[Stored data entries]
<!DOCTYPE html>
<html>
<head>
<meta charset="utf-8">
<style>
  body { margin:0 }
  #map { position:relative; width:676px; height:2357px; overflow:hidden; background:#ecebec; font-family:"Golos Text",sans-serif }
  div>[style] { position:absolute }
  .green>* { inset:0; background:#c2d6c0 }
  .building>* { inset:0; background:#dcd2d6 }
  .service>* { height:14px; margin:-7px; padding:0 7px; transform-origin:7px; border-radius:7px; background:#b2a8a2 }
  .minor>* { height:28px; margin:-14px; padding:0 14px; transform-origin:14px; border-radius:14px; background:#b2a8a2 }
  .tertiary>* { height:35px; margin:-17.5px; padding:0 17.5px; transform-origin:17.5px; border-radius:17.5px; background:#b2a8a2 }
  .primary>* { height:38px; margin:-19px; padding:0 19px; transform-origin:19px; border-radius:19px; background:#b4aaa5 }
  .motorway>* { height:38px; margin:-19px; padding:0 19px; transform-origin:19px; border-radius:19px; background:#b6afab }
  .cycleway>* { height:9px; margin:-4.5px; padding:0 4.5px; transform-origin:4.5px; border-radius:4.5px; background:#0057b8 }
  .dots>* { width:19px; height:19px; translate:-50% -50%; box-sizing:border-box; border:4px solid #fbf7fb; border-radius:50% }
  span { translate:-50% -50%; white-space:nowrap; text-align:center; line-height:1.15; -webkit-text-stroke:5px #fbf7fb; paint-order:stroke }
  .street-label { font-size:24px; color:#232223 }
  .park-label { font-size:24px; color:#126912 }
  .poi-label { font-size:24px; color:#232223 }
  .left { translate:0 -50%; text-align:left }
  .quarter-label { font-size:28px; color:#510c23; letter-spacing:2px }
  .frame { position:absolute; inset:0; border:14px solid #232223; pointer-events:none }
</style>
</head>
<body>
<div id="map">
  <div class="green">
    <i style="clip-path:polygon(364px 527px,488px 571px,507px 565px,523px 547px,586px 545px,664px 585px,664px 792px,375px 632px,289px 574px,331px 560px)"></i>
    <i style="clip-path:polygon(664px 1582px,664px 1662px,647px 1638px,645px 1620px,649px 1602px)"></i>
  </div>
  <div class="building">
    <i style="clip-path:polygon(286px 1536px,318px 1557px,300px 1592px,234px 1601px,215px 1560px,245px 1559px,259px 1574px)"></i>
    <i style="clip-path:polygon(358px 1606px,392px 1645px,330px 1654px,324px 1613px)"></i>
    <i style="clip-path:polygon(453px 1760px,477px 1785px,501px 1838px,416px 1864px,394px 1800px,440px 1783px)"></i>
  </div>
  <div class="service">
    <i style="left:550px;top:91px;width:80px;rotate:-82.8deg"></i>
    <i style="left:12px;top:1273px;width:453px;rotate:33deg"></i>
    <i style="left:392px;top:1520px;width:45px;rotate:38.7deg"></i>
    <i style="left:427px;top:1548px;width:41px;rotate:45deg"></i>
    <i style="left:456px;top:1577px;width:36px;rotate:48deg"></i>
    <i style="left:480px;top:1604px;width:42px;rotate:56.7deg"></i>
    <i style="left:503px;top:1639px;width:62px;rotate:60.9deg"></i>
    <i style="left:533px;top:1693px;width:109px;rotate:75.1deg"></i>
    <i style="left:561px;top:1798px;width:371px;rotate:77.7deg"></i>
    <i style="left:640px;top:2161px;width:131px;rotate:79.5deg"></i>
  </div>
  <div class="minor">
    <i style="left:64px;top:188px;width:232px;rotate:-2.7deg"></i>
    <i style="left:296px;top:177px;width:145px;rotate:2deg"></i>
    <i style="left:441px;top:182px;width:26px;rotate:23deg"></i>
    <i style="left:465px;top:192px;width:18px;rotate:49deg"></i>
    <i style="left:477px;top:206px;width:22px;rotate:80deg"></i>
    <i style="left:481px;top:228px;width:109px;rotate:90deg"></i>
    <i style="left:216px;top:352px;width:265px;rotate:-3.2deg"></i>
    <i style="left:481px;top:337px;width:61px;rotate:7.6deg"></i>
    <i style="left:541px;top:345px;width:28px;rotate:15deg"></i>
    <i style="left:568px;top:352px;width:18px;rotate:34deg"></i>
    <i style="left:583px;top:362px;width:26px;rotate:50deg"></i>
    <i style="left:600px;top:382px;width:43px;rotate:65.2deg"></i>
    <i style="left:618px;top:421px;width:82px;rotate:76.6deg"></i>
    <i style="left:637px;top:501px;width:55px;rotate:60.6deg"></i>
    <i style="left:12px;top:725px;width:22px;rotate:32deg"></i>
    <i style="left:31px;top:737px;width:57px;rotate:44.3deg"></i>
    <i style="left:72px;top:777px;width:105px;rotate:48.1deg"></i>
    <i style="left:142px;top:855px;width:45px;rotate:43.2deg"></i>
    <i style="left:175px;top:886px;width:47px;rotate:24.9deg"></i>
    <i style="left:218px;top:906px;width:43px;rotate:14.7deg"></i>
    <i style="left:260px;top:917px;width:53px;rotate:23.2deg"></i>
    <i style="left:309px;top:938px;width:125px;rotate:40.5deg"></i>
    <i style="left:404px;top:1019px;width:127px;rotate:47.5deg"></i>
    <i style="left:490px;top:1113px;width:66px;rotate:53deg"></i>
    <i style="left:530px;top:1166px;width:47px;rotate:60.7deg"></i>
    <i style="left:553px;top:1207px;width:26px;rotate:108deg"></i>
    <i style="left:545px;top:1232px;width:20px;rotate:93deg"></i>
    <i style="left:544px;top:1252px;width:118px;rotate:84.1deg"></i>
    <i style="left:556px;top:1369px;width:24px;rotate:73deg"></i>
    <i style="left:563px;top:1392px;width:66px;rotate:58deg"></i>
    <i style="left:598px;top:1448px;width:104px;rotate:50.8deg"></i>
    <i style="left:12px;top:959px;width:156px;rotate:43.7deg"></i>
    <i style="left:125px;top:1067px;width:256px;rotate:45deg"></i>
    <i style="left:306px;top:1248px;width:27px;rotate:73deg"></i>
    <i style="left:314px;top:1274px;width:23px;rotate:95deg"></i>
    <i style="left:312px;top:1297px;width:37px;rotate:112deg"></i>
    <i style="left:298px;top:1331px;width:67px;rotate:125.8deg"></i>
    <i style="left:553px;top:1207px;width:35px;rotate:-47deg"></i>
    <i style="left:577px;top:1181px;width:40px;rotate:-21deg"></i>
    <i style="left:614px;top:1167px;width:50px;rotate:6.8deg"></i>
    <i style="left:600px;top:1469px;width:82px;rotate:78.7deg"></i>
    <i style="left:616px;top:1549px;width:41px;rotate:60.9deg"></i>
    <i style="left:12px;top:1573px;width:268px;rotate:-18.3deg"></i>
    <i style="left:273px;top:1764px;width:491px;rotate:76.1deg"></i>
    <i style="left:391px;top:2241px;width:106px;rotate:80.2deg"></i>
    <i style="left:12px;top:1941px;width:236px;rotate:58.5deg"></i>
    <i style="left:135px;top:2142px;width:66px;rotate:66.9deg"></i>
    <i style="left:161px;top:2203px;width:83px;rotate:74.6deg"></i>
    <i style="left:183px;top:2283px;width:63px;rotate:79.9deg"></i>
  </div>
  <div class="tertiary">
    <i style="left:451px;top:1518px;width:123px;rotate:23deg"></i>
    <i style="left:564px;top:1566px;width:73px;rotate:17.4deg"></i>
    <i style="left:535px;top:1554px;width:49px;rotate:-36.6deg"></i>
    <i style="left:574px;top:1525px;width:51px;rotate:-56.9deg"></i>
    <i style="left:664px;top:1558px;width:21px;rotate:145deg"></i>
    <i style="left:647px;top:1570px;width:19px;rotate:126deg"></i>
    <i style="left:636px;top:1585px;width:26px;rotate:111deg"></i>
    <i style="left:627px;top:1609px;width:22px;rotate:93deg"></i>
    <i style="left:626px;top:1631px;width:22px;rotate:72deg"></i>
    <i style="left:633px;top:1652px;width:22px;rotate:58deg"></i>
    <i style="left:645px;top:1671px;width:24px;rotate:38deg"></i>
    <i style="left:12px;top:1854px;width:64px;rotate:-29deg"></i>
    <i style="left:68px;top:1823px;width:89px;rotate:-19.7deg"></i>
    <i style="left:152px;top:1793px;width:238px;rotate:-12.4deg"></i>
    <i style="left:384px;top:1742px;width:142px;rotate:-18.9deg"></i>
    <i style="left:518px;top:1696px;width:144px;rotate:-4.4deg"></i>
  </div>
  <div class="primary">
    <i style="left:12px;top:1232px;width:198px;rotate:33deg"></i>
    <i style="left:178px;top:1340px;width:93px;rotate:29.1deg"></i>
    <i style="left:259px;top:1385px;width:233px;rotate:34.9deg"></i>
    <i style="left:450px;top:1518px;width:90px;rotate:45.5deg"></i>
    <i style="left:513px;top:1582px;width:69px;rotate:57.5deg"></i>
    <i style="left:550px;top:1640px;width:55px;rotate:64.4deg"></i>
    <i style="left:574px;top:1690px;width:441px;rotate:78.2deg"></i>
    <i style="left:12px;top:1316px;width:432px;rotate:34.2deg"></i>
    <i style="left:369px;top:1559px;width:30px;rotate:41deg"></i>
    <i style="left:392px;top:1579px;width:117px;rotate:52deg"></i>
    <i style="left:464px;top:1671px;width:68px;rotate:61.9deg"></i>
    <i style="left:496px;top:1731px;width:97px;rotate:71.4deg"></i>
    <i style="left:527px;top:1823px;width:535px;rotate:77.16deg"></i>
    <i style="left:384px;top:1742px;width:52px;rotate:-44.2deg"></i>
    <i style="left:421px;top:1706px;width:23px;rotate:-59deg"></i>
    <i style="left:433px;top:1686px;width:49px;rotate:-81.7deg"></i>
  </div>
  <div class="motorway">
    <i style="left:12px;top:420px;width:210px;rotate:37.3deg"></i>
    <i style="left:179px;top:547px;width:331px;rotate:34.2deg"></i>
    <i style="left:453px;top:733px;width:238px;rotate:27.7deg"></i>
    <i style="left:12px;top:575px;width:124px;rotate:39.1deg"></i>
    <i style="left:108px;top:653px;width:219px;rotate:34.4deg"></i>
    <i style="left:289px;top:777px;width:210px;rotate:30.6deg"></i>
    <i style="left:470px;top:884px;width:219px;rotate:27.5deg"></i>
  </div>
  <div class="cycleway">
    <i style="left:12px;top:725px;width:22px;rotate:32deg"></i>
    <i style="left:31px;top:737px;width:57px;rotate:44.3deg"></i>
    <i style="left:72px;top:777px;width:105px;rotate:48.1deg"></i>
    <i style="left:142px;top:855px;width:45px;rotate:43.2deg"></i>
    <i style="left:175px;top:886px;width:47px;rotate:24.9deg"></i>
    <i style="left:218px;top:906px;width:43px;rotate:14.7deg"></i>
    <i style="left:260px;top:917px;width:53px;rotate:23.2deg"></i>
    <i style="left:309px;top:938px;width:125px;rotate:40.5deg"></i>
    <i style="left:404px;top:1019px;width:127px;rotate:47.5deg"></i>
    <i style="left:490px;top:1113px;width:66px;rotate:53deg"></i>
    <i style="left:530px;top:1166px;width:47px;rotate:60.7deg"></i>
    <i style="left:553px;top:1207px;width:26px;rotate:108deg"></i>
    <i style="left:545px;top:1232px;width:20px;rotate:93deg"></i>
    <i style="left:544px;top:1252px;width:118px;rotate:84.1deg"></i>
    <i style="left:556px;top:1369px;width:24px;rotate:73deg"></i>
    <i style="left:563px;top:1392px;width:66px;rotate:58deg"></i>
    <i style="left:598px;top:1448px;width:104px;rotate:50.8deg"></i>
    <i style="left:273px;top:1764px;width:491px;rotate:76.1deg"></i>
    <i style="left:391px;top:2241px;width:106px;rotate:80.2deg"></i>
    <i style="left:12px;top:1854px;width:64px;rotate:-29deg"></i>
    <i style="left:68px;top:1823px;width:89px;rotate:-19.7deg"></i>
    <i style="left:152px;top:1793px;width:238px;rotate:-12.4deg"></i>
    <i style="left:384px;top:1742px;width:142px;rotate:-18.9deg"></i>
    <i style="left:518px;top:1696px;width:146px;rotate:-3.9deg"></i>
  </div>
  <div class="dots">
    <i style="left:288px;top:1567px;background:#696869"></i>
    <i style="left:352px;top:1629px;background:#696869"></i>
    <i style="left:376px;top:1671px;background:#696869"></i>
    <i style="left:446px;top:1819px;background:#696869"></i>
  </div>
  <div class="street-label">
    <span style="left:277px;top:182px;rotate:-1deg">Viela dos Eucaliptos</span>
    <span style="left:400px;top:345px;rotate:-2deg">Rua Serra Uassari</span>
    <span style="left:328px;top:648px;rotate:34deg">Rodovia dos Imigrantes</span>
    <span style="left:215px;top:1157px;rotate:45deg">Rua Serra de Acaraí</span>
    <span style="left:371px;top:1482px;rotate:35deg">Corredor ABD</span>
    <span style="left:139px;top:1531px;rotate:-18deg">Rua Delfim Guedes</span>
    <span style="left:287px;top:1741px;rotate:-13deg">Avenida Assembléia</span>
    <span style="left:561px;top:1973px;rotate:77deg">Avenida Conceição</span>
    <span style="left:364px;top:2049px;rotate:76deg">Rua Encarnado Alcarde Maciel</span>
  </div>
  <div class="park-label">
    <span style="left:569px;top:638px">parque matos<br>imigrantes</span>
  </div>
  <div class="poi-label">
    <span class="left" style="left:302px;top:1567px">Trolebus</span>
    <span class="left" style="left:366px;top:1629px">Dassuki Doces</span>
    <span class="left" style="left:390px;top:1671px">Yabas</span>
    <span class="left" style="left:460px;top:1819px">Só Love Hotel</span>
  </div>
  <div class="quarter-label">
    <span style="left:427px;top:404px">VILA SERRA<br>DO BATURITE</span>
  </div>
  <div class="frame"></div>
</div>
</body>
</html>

=== REQUIRED ACTION ===
Between the first line of the entries above and the line with "height:14px; margin:-7px; padding:0", both included, copy every line exactly and nothing outside that range.

=== YOUR SOLUTION ===
<!DOCTYPE html>
<html>
<head>
<meta charset="utf-8">
<style>
  body { margin:0 }
  #map { position:relative; width:676px; height:2357px; overflow:hidden; background:#ecebec; font-family:"Golos Text",sans-serif }
  div>[style] { position:absolute }
  .green>* { inset:0; background:#c2d6c0 }
  .building>* { inset:0; background:#dcd2d6 }
  .service>* { height:14px; margin:-7px; padding:0 7px; transform-origin:7px; border-radius:7px; background:#b2a8a2 }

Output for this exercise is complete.